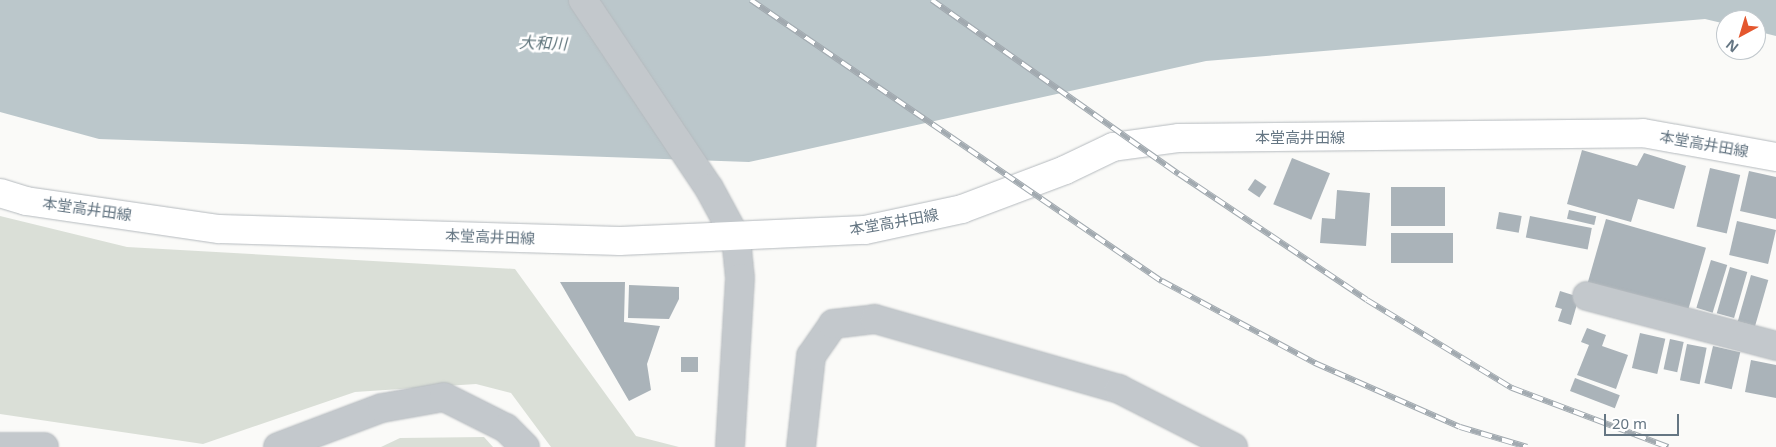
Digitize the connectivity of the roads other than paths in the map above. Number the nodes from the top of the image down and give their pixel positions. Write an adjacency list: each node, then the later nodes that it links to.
1 (583, 0): 4 (street)
2 (1776, 157): 4 (main road, 本堂高井田線)
3 (0, 193): 4 (main road, 本堂高井田線)
4 (736, 238): 11 (street)
5 (1587, 296): 6 (street)
6 (1776, 346)
7 (0, 447): 8 (street)
8 (44, 447)
9 (278, 447): 10 (street)
10 (525, 447)
11 (730, 447)
12 (801, 447): 13 (street)
13 (1233, 447)

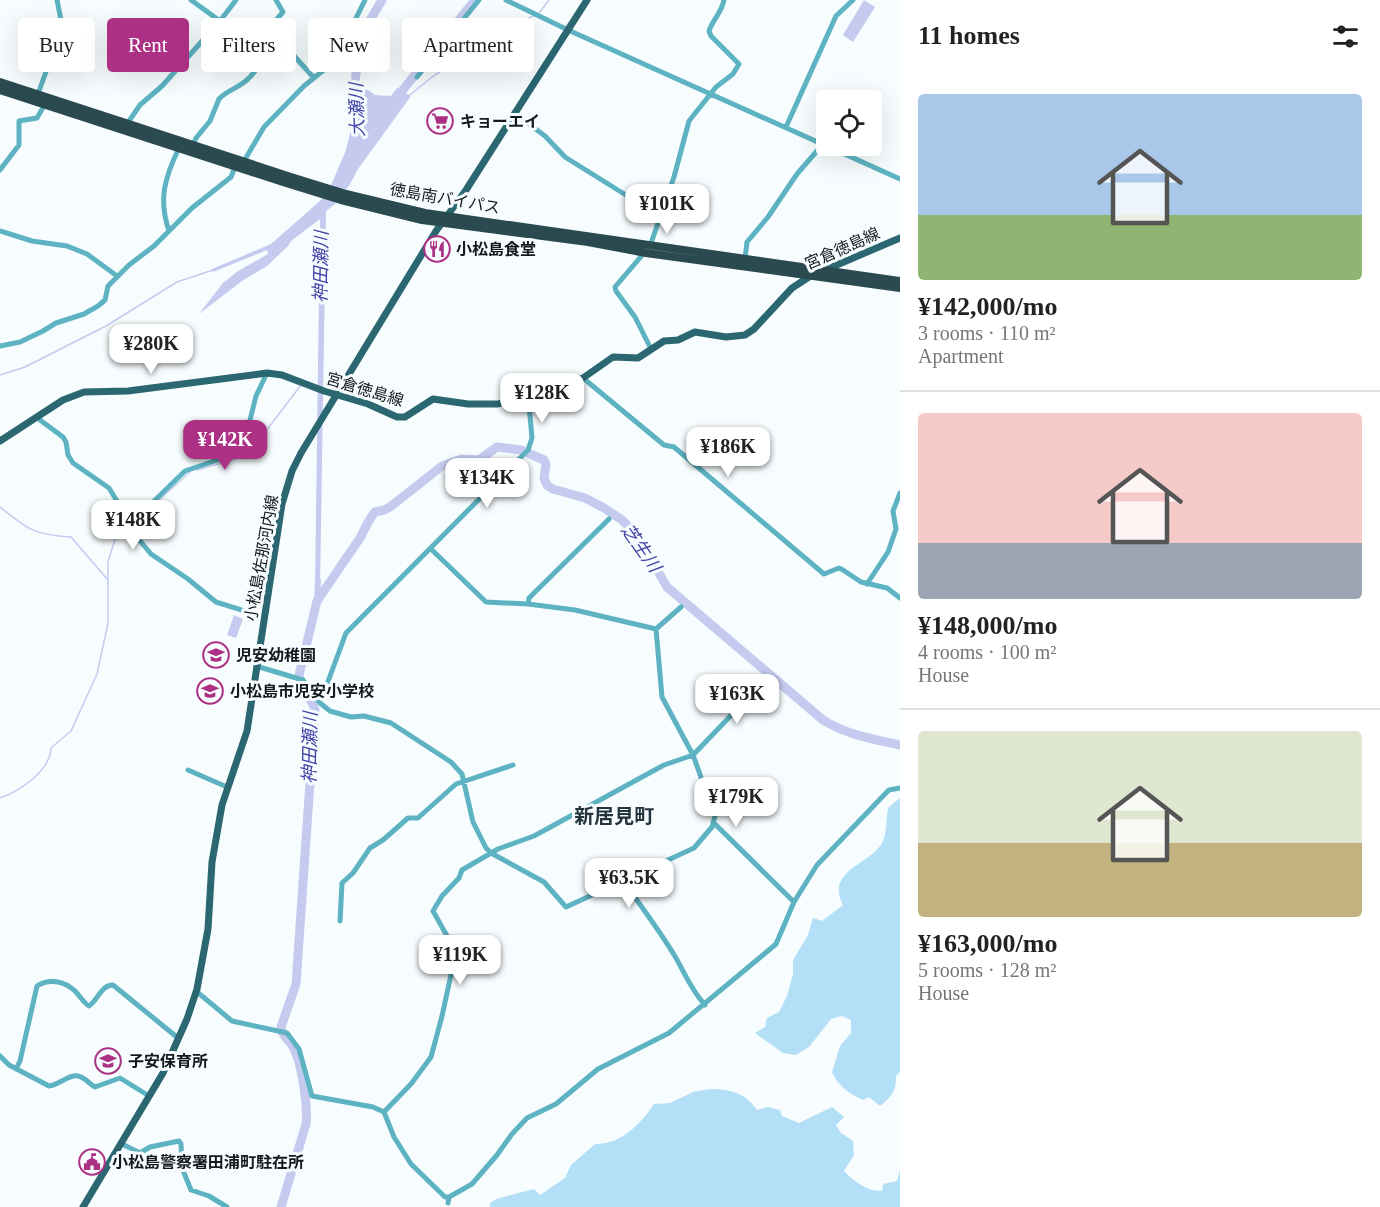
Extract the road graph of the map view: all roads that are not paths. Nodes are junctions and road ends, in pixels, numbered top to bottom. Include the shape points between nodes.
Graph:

-------------------------

Requirement
From the line containing "Extract the road" through the final line of the listing above, retype every line exactly; leave out everything else.

Problem solution
Extract the road graph of the map view: all roads that are not paths. Nodes are junctions and road ends, in pixels, numbered top to bottom. Include the shape points between nodes.
Graph:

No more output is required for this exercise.